Beim Heimrennen im Montafon lief es für die Vorarlberger Skicrosser so gar nicht nach Wunsch. Die Chance, es im Weltcup wiedergutzumachen, bekommt in Kanada am Wochenende aber nur Sonja Gigler. Für den Rest der Ländle-Gang geht es nach St. Moritz, wo zuerst die Junioren-WM und dann der Europacup wartet.
Ein „Blackout“ in der Startsektion hatte vorigen Mittwoch dazu geführt, dass Sonja Gigler beim Heimweltcup im Montafon die Quali für die Finalheats klar verpasste und am Ende als 24. gewertet wurde. Bitter, aber abgehakt, als die 24-jährige Harderin gestern Vormittag die Reise ins kanadische Craigleith antrat, wo der Weltcup am Wochenende mit zwei Entscheidungen fortgesetzt war.
Olympia-Überraschung muss daheim bleiben
Dort nicht an Bord wird Nicolas Lussnig sein. Der 24-jährige Oberländer, als Elfter noch bester ÖSV-Herr bei den Olympischen Spielen in Livigno (It), bekam kein Ticket für die Reise, da er nach einer durchwachsenen Weltcupsaison in der Gesamtwertung mit 17 Zählern nur auf Rang 50 gereiht ist. Die Alternative: der Europacup in St. Moritz Anfang nächster Woche.

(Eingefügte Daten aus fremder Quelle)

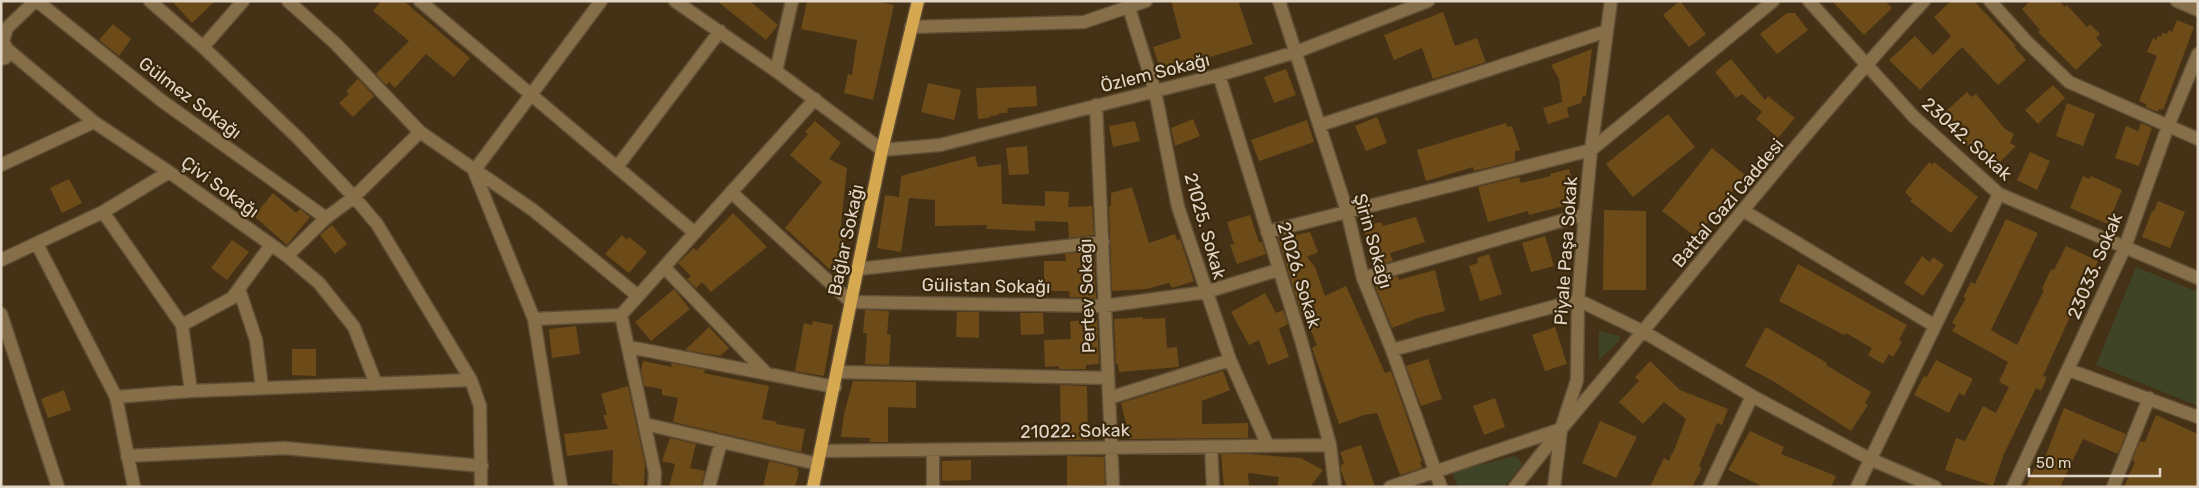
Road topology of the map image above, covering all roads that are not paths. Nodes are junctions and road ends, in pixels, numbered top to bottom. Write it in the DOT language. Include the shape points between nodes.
graph roads {
  1 [pos="36,1"];
  2 [pos="150,1"];
  3 [pos="243,1"];
  4 [pos="288,1"];
  5 [pos="420,1"];
  6 [pos="601,1"];
  7 [pos="675,1"];
  8 [pos="792,1"];
  9 [pos="918,1"];
  10 [pos="1146,1"];
  11 [pos="1280,1"];
  12 [pos="1428,1"];
  13 [pos="1611,1"];
  14 [pos="1773,1"];
  15 [pos="1809,1"];
  16 [pos="1924,1"];
  17 [pos="1990,1"];
  18 [pos="2177,1"];
  19 [pos="1129,8"];
  20 [pos="2198,10"];
  21 [pos="911,27"];
  22 [pos="720,31"];
  23 [pos="1607,31"];
  24 [pos="203,47"];
  25 [pos="1296,52"];
  26 [pos="4,54"];
  27 [pos="2198,54"];
  28 [pos="1865,64"];
  29 [pos="776,71"];
  30 [pos="1219,75"];
  31 [pos="1155,91"];
  32 [pos="531,95"];
  33 [pos="815,100"];
  34 [pos="1096,105"];
  35 [pos="94,122"];
  36 [pos="1320,125"];
  37 [pos="2168,126"];
  38 [pos="420,132"];
  39 [pos="2198,139"];
  40 [pos="882,150"];
  41 [pos="1591,150"];
  42 [pos="1,164"];
  43 [pos="617,167"];
  44 [pos="474,171"];
  45 [pos="169,172"];
  46 [pos="731,192"];
  47 [pos="1999,194"];
  48 [pos="354,196"];
  49 [pos="1744,210"];
  50 [pos="1347,211"];
  51 [pos="103,212"];
  52 [pos="1585,214"];
  53 [pos="326,218"];
  54 [pos="1267,232"];
  55 [pos="695,233"];
  56 [pos="1103,242"];
  57 [pos="37,244"];
  58 [pos="271,245"];
  59 [pos="2125,246"];
  60 [pos="288,256"];
  61 [pos="1,260"];
  62 [pos="664,267"];
  63 [pos="858,269"];
  64 [pos="1278,270"];
  65 [pos="1363,278"];
  66 [pos="2198,278"];
  67 [pos="239,289"];
  68 [pos="1206,292"];
  69 [pos="638,296"];
  70 [pos="1578,300"];
  71 [pos="851,302"];
  72 [pos="1104,306"];
  73 [pos="1,314"];
  74 [pos="621,315"];
  75 [pos="534,319"];
  76 [pos="182,325"];
  77 [pos="1935,326"];
  78 [pos="1644,332"];
  79 [pos="629,347"];
  80 [pos="1392,350"];
  81 [pos="1230,360"];
  82 [pos="2068,370"];
  83 [pos="838,372"];
  84 [pos="767,374"];
  85 [pos="1108,378"];
  86 [pos="472,380"];
  87 [pos="376,384"];
  88 [pos="835,387"];
  89 [pos="262,388"];
  90 [pos="191,391"];
  91 [pos="1752,396"];
  92 [pos="116,398"];
  93 [pos="1109,398"];
  94 [pos="2149,398"];
  95 [pos="2198,417"];
  96 [pos="645,424"];
  97 [pos="1560,429"];
  98 [pos="721,442"];
  99 [pos="1330,445"];
  100 [pos="1268,446"];
  101 [pos="1211,447"];
  102 [pos="1111,448"];
  103 [pos="932,450"];
  104 [pos="821,451"];
  105 [pos="128,456"];
  106 [pos="1870,459"];
  107 [pos="818,464"];
  108 [pos="482,466"];
  109 [pos="1436,472"];
  110 [pos="58,487"];
  111 [pos="134,487"];
  112 [pos="481,487"];
  113 [pos="561,487"];
  114 [pos="654,487"];
  115 [pos="710,487"];
  116 [pos="813,487"];
  117 [pos="933,487"];
  118 [pos="1113,487"];
  119 [pos="1213,487"];
  120 [pos="1335,487"];
  121 [pos="1390,487"];
  122 [pos="1441,487"];
  123 [pos="1515,487"];
  124 [pos="1554,487"];
  125 [pos="1709,487"];
  126 [pos="1857,487"];
  127 [pos="1935,487"];
  128 [pos="2013,487"];
  129 [pos="2113,487"];
  1 -- 26 [label="street" via="7,28"];
  1 -- 53 [label="street, Gülmez Sokağı" via="162,102"];
  2 -- 24 [label="street"];
  3 -- 24 [label="street"];
  4 -- 38 [label="street" via="336,44"];
  5 -- 32 [label="street"];
  6 -- 32 [label="street"];
  7 -- 22 [label="street"];
  8 -- 29 [label="street"];
  9 -- 21 [label="main road, Bağlar Sokağı"];
  10 -- 19 [label="street"];
  11 -- 25 [label="street, Şirin Sokağı"];
  12 -- 25 [label="street, Özlem Sokağı"];
  13 -- 23 [label="street, Piyale Paşa Sokak"];
  14 -- 41 [label="street"];
  15 -- 28 [label="street, 23042. Sokak"];
  16 -- 28 [label="street, Battal Gazi Caddesi"];
  17 -- 37 [label="street" via="2069,82"];
  18 -- 20 [label="street"];
  19 -- 21 [label="street" via="1084,22"];
  19 -- 31 [label="street, 21025. Sokak"];
  21 -- 40 [label="main road, Bağlar Sokağı"];
  22 -- 29 [label="street"];
  22 -- 43 [label="street"];
  23 -- 36 [label="street"];
  23 -- 41 [label="street, Piyale Paşa Sokak"];
  24 -- 48 [label="street"];
  25 -- 30 [label="street, Özlem Sokağı"];
  25 -- 36 [label="street, Şirin Sokağı"];
  26 -- 35 [label="street, Çivi Sokağı"];
  27 -- 37 [label="street, 23033. Sokak"];
  28 -- 47 [label="street, 23042. Sokak" via="1914,118"];
  28 -- 49 [label="street, Battal Gazi Caddesi"];
  29 -- 33 [label="street"];
  30 -- 31 [label="street, Özlem Sokağı"];
  30 -- 54 [label="street, 21026. Sokak"];
  31 -- 34 [label="street, Özlem Sokağı"];
  31 -- 68 [label="street, 21025. Sokak" via="1178,207"];
  32 -- 43 [label="street"];
  32 -- 44 [label="street"];
  33 -- 40 [label="street"];
  33 -- 46 [label="street"];
  34 -- 40 [label="street, Özlem Sokağı" via="940,145"];
  34 -- 56 [label="street, Pertev Sokağı"];
  35 -- 42 [label="street"];
  35 -- 45 [label="street, Çivi Sokağı"];
  36 -- 50 [label="street, Şirin Sokağı"];
  37 -- 39 [label="street"];
  37 -- 59 [label="street, 23033. Sokak"];
  38 -- 44 [label="street"];
  38 -- 48 [label="street"];
  40 -- 63 [label="main road, Bağlar Sokağı"];
  41 -- 50 [label="street"];
  41 -- 52 [label="street, Piyale Paşa Sokak"];
  43 -- 55 [label="street"];
  44 -- 69 [label="street" via="533,210"];
  44 -- 75 [label="street"];
  45 -- 51 [label="street"];
  45 -- 58 [label="street, Çivi Sokağı"];
  46 -- 55 [label="street"];
  46 -- 71 [label="street"];
  47 -- 59 [label="street, 23042. Sokak"];
  47 -- 77 [label="street"];
  48 -- 53 [label="street"];
  48 -- 86 [label="street" via="377,224"];
  49 -- 77 [label="street"];
  49 -- 78 [label="street, Battal Gazi Caddesi"];
  50 -- 54 [label="street"];
  50 -- 65 [label="street, Şirin Sokağı"];
  51 -- 57 [label="street"];
  51 -- 76 [label="street"];
  52 -- 65 [label="street"];
  52 -- 70 [label="street, Piyale Paşa Sokak"];
  53 -- 60 [label="street"];
  54 -- 64 [label="street, 21026. Sokak"];
  55 -- 62 [label="street"];
  56 -- 63 [label="street"];
  56 -- 72 [label="street, Pertev Sokağı"];
  57 -- 61 [label="street"];
  57 -- 92 [label="street"];
  58 -- 60 [label="street, Çivi Sokağı"];
  58 -- 67 [label="street"];
  59 -- 66 [label="street, 23042. Sokak"];
  59 -- 82 [label="street, 23033. Sokak"];
  60 -- 87 [label="street, Çivi Sokağı" via="319,284 354,327"];
  62 -- 69 [label="street"];
  62 -- 84 [label="street"];
  63 -- 71 [label="main road, Bağlar Sokağı"];
  64 -- 68 [label="street, Gülistan Sokağı"];
  64 -- 99 [label="street, 21026. Sokak"];
  65 -- 80 [label="street, Şirin Sokağı"];
  67 -- 76 [label="street" via="232,298"];
  67 -- 89 [label="street" via="256,340"];
  68 -- 72 [label="street, Gülistan Sokağı"];
  68 -- 81 [label="street, 21025. Sokak"];
  69 -- 74 [label="street"];
  70 -- 78 [label="street"];
  70 -- 80 [label="street"];
  70 -- 97 [label="street, Piyale Paşa Sokak" via="1577,380"];
  71 -- 72 [label="street, Gülistan Sokağı"];
  71 -- 83 [label="main road, Bağlar Sokağı"];
  72 -- 85 [label="street, Pertev Sokağı"];
  73 -- 110 [label="street"];
  74 -- 75 [label="street"];
  74 -- 79 [label="street"];
  75 -- 113 [label="street"];
  76 -- 90 [label="street"];
  77 -- 106 [label="street"];
  78 -- 91 [label="street"];
  78 -- 97 [label="street, Battal Gazi Caddesi"];
  79 -- 84 [label="street"];
  79 -- 96 [label="street"];
  80 -- 109 [label="street, Şirin Sokağı"];
  81 -- 93 [label="street"];
  81 -- 100 [label="street, 21025. Sokak"];
  82 -- 94 [label="street"];
  82 -- 128 [label="street, 23033. Sokak"];
  83 -- 85 [label="street"];
  83 -- 88 [label="main road, Bağlar Sokağı"];
  84 -- 88 [label="street"];
  85 -- 93 [label="street, Pertev Sokağı"];
  86 -- 87 [label="street"];
  86 -- 108 [label="street" via="480,406"];
  87 -- 89 [label="street"];
  88 -- 104 [label="main road, Bağlar Sokağı"];
  89 -- 90 [label="street"];
  90 -- 92 [label="street"];
  91 -- 106 [label="street"];
  91 -- 125 [label="street"];
  92 -- 105 [label="street"];
  93 -- 102 [label="street, Pertev Sokağı"];
  94 -- 95 [label="street"];
  94 -- 129 [label="street"];
  96 -- 98 [label="street"];
  96 -- 114 [label="street" via="655,473"];
  97 -- 109 [label="street"];
  97 -- 123 [label="street, Piyale Paşa Sokak"];
  97 -- 124 [label="street"];
  98 -- 107 [label="street"];
  98 -- 115 [label="street"];
  99 -- 100 [label="street, 21022. Sokak"];
  99 -- 120 [label="street, 21026. Sokak"];
  100 -- 101 [label="street, 21022. Sokak"];
  101 -- 102 [label="street, 21022. Sokak"];
  101 -- 119 [label="street"];
  102 -- 103 [label="street, 21022. Sokak"];
  102 -- 118 [label="street, Pertev Sokağı"];
  103 -- 104 [label="street, 21022. Sokak"];
  103 -- 117 [label="street"];
  104 -- 107 [label="main road, Bağlar Sokağı"];
  105 -- 108 [label="street" via="284,448"];
  105 -- 111 [label="street"];
  106 -- 126 [label="street"];
  106 -- 127 [label="street"];
  107 -- 116 [label="main road, Bağlar Sokağı"];
  108 -- 112 [label="street"];
  109 -- 121 [label="street"];
  109 -- 122 [label="street, Şirin Sokağı"];
}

Medaille scheint für Leonie möglich
Schon diese Woche will Lussnigs um vier Jahre jüngere Schwester Leonie im Schweizer Nobelskiort für Schlagzeilen sorgen, wenn es bei den Junioren-Weltmeisterschaften um die Medaillen geht. „Passt alles zusammen, ist eine Medaille drinnen“, ist Markus Gutenbrunner, sportlicher Leiter der ÖSV-Skicrosser, optimistisch. Heute erfolgt die Anreise, morgen stehen die Trainings an, am Donnerstag die Quali, am Freitag wartet dann der Einzel- und am Samstag der Teambewerb.